Aziraphale peered through the darkness at the girl, whom he could just see as a dark-haired sylph, small face startlingly white against the night. Her daemon was curled around her neck as Aziraphale’s was around his. At length, he spoke. “She doesn’t bear your name.”

“No, indeed. She isn’t even aware of who her mother is. Nor her father – Asriel has made sure of that.” She laughed, a tinkling bitter laugh. “One might say she ceased being my daughter the moment she was born.”

Or before that, Aziraphale thought but did not say. He was still trying his best to see through the darkness. He tried to make out the features of the woman to whom he had surrendered his flaming sword at the dawn of time, but the night was too thick to let him remember.

“You didn’t come here tonight just to see a scruffy girl,” her mother said definitely, turning to leave.

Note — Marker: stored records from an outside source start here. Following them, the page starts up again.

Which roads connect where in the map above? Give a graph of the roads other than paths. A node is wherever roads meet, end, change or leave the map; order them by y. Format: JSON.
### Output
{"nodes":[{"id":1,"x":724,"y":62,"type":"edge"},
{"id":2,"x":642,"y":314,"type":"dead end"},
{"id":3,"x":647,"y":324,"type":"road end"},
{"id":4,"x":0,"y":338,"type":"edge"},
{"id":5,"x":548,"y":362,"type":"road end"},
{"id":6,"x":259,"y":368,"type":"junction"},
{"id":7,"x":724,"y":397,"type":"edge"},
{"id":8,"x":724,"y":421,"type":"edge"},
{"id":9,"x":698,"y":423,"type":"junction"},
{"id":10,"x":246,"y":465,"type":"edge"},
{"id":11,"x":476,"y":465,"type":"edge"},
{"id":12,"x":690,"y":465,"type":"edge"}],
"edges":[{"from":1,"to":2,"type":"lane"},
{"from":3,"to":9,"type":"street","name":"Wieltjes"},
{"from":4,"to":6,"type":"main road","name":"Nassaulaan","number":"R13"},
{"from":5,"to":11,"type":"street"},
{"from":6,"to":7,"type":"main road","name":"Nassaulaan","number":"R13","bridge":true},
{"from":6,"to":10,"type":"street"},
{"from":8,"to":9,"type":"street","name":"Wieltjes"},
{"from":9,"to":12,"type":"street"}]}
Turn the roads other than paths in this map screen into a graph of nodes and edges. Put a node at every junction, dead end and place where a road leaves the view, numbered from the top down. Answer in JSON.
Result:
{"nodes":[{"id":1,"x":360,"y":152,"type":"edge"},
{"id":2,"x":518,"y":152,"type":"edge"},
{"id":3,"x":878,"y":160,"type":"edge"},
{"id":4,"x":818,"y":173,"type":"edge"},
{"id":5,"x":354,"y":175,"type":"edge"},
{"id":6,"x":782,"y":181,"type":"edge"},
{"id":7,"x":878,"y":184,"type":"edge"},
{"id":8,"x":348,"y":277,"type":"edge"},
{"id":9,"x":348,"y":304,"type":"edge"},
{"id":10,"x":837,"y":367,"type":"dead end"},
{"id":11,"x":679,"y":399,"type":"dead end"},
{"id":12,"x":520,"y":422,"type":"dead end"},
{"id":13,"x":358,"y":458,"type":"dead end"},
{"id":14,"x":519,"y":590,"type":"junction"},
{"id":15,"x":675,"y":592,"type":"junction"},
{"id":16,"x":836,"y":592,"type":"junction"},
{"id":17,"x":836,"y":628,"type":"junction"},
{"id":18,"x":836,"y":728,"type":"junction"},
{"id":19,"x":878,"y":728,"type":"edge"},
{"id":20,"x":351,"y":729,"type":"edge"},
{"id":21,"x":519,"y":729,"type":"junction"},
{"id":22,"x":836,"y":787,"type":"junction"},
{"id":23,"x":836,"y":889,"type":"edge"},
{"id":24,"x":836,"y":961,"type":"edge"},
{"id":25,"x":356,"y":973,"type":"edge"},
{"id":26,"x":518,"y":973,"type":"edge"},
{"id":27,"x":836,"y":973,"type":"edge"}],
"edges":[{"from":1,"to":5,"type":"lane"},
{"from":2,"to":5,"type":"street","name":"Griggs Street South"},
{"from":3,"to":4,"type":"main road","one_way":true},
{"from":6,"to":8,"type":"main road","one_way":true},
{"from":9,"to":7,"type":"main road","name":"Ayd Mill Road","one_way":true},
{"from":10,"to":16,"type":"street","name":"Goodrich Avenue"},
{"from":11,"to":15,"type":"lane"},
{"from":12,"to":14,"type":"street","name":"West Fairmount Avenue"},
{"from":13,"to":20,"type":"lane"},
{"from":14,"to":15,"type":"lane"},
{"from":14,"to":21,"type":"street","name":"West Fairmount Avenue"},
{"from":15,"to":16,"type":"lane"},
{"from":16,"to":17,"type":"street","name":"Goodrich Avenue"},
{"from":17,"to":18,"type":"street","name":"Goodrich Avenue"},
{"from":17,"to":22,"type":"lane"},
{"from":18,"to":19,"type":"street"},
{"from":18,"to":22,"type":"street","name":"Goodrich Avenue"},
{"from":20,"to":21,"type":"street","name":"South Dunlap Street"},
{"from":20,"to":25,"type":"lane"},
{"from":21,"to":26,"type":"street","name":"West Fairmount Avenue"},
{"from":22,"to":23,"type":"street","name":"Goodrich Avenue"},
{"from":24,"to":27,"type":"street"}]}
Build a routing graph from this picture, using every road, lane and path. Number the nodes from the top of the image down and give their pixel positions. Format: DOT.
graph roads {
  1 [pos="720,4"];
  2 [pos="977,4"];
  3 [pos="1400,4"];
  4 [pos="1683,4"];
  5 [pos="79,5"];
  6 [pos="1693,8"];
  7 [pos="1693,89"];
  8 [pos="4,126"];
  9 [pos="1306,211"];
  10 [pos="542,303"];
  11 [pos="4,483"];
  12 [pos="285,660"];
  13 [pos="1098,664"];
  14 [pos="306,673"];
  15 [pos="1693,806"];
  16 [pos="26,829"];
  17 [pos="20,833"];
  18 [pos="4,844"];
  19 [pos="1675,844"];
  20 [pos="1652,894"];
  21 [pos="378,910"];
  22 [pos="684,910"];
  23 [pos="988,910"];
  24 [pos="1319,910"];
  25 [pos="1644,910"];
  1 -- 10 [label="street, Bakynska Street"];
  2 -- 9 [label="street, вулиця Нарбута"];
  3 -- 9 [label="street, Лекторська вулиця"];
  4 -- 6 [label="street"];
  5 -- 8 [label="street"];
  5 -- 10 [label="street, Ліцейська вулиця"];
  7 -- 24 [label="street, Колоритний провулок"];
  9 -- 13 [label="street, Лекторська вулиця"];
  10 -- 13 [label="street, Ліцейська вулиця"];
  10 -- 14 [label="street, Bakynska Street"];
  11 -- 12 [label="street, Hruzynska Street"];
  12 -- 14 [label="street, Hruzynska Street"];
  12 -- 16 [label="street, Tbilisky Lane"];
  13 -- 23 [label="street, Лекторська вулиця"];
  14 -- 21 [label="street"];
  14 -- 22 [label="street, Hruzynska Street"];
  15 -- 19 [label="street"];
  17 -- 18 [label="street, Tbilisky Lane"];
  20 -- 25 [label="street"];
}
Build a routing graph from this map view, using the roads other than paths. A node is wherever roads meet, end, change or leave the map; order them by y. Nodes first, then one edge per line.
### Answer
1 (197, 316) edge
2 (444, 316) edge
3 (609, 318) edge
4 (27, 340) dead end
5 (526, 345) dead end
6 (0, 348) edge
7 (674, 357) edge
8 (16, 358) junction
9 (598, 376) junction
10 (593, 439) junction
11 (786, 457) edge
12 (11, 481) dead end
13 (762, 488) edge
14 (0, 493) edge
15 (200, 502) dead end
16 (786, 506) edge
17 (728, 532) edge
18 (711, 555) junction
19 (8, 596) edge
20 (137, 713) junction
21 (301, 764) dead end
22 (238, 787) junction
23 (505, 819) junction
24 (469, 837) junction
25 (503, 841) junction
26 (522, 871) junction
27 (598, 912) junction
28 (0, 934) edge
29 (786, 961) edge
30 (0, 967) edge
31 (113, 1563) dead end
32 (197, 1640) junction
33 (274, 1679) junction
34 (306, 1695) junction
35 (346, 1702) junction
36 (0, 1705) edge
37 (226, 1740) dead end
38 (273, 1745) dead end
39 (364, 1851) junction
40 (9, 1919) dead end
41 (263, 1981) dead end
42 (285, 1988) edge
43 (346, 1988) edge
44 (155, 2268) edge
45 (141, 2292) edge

Aziraphale had to step quickly to keep up. “Why are you here?”

He avoided the question with more than his usual tact. “I’m led to believe the church is powerful here,” he said evenly.

“And I’m powerful in it,” she said, smiling a small, dangerous smile. They were leaving the gardens and moving back towards the quiet streets. “What of it?”

“I’m interested, that’s all,” he told her, knowing she didn’t believe him for a moment. “I have some... ah... connections with the church.”

She ignored that. Her attention wavered, and Aziraphale, aware that she was close to stumbling to the truth, encouraged it with the quietest flick of his intrinsic powers. Even under his influence, she was unpredictable. Her thoughts fired along new pathways, and an effect was created that he hadn’t anticipated.

She was staring at him in the moonlight, her eyes wide and lustrous. Her fingers were idly caressing the fur of the golden monkey. Her voice, when she spoke, was lazy and clear. “Aziraphale, you are quite beautiful.” She reached out and deliberately stroked the other daemon. “Almost too perfect, in fact. And such an unusual daemon… one would think you weren’t quite of this world.”

“I’m not,” Aziraphale said, because he couldn’t lie, and besides she was touching his daemon, his soul...

He had to remember to stop himself at that thought. Angels don’t have human souls.

“I would kiss you,” she said thoughtfully, and Aziraphale didn’t rise to the bait and ask why not, because it was getting too late in the day for this kind of thing and the steady purring in his ears was a warning.

She did kiss him as she let him go – a brief, chaste kiss on the lips – and he turned to watch her as she walked, perfect and elegant on her heels, away from him.

When dawn came, he whispered, “Goodbye, my dear,” as he stepped through the gap to his own world and his own form and his own Oxford. But whether he was talking to Marissa Coulter, the lady Eve or the daemon Crowley was not immediately apparent and he would not say.